El sentido de la forma, que nos ha legado la percepción occidental, constituye
una convención establecida. Ese sentido comprende tres o cuatro categorías; es
decir, tres o cuatro recipientes donde forzosamente tenían que volcarse los
materiales más diversos. Tal criterio ha perdido vigencia en nuestros días. En
lo que a mí respecta, he sido de los primeros en romper las cadenas.
Desde
siempre me sentí interesado, oscuramente al comienzo, con toda claridad más tarde,
por la determinación del contenido específico que corresponde a cada estructura
arquitectónica.

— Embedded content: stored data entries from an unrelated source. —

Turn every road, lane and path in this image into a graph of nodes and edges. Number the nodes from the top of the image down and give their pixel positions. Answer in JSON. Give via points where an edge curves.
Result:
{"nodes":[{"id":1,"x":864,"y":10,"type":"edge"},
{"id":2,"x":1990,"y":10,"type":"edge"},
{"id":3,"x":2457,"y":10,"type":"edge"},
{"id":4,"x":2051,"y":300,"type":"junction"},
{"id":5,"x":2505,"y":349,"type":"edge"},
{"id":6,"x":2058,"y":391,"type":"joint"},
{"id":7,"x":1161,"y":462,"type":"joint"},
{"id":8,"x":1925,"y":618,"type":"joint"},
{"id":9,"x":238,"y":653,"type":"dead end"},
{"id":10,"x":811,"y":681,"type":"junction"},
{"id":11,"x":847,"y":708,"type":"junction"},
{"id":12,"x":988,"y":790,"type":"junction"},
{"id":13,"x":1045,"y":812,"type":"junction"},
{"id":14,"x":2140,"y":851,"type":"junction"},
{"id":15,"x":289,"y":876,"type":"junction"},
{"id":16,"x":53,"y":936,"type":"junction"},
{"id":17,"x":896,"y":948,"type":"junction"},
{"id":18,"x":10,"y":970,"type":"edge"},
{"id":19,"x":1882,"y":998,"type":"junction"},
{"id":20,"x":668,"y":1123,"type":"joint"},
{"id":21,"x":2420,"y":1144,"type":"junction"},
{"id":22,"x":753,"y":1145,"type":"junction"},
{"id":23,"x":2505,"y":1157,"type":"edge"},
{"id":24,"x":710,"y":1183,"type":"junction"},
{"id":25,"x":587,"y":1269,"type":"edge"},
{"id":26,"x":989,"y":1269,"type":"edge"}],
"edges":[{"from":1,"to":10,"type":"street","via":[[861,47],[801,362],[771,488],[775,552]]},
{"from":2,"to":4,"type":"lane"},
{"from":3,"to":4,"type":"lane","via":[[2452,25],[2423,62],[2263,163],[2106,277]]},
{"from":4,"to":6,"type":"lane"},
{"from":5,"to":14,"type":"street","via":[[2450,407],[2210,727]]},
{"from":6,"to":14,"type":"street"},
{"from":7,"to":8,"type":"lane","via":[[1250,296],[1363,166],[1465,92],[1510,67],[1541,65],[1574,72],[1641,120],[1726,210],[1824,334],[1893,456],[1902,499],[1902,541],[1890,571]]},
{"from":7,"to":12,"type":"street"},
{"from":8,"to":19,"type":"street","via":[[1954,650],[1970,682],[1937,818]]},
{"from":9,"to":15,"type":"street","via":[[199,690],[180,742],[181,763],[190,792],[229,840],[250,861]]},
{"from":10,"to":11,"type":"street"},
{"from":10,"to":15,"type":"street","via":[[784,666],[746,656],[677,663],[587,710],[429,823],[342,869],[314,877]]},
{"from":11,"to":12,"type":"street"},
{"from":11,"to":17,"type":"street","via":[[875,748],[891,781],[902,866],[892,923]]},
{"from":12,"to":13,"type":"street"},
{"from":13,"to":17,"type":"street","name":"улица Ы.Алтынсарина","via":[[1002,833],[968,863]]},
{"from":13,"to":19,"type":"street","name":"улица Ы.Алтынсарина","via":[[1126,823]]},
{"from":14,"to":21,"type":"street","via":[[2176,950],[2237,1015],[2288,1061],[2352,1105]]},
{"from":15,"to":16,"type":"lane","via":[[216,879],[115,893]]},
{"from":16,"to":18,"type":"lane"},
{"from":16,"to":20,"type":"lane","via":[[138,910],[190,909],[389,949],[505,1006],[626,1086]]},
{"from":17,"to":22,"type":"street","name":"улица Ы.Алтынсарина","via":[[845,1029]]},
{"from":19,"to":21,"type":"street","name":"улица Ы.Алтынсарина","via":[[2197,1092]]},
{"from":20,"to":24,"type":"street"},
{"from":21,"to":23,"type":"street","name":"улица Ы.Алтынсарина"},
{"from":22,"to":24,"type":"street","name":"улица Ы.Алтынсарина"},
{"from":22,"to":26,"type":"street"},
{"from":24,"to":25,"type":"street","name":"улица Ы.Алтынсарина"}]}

Para ello, no es necesario acudir al saber de los artistas
antiguos que levantaron obras como el Partenón, sino a los modestos artesanos,
mucho más recientes, quienes construyeron las casas y las pequeñas iglesias de
las Islas Cícladas, encontrando por instinto en cada caso, una solución propia,
práctica y, al mismo tiempo, estética, a punto tal que merecieron la reverente
admiración de Le Corbusier.
Fue
un instinto semejante el que probablemente despertó dentro de mí, cuando, por
vez primera, me encontré ante la necesidad de elaborar una obra de vastas
proporciones como “To Axion Estî”:comprendí entonces que si esa obra no se encuadraba,
analógicamente, dentro de las previsiones que rigen la construcción de un edificio,
no obtendría jamás la consistencia a que yo aspiraba.
Procedí,
por lo tanto, del mismo modo en que lo hicieron Píndaro, en la antigüedad, y
Romanós o Mélodos, en Bizancio, quienes inventaron para cada oda o himno un
ritmo inédito. Y advertí, con toda evidencia, que la repetición por períodos de
determinados ritmos y determinados versos, le daban un aspecto poliédrico y al
mismo tiempo simétrico a la obra que proyectaba.
¿No
se transforma acaso de este modo el poema en un pequeño sol,a cuyo alrededor
giran los versos, de conformidad con un orden matemático? Creo que tal
transformación corresponde plenamente a la significación más honda del poema. Y
creo, asimismo, que no existe logro mayor para un poeta.
Tener
el sol entre las manos, sin quemarse, y pasarlo como una antorcha a los que
proseguirán la marcha, es un acto arduo pero sagrado. Lo necesitamos. Vendrá un
día en que a medida que se llene de luz la conciencia del hombre, se
debilitarán los dogmas que lo esclavizaron desde siempre; y este se irá
identificando con el sol cuanto más se aproxime a los ideales de dignidad y
libertad humanas.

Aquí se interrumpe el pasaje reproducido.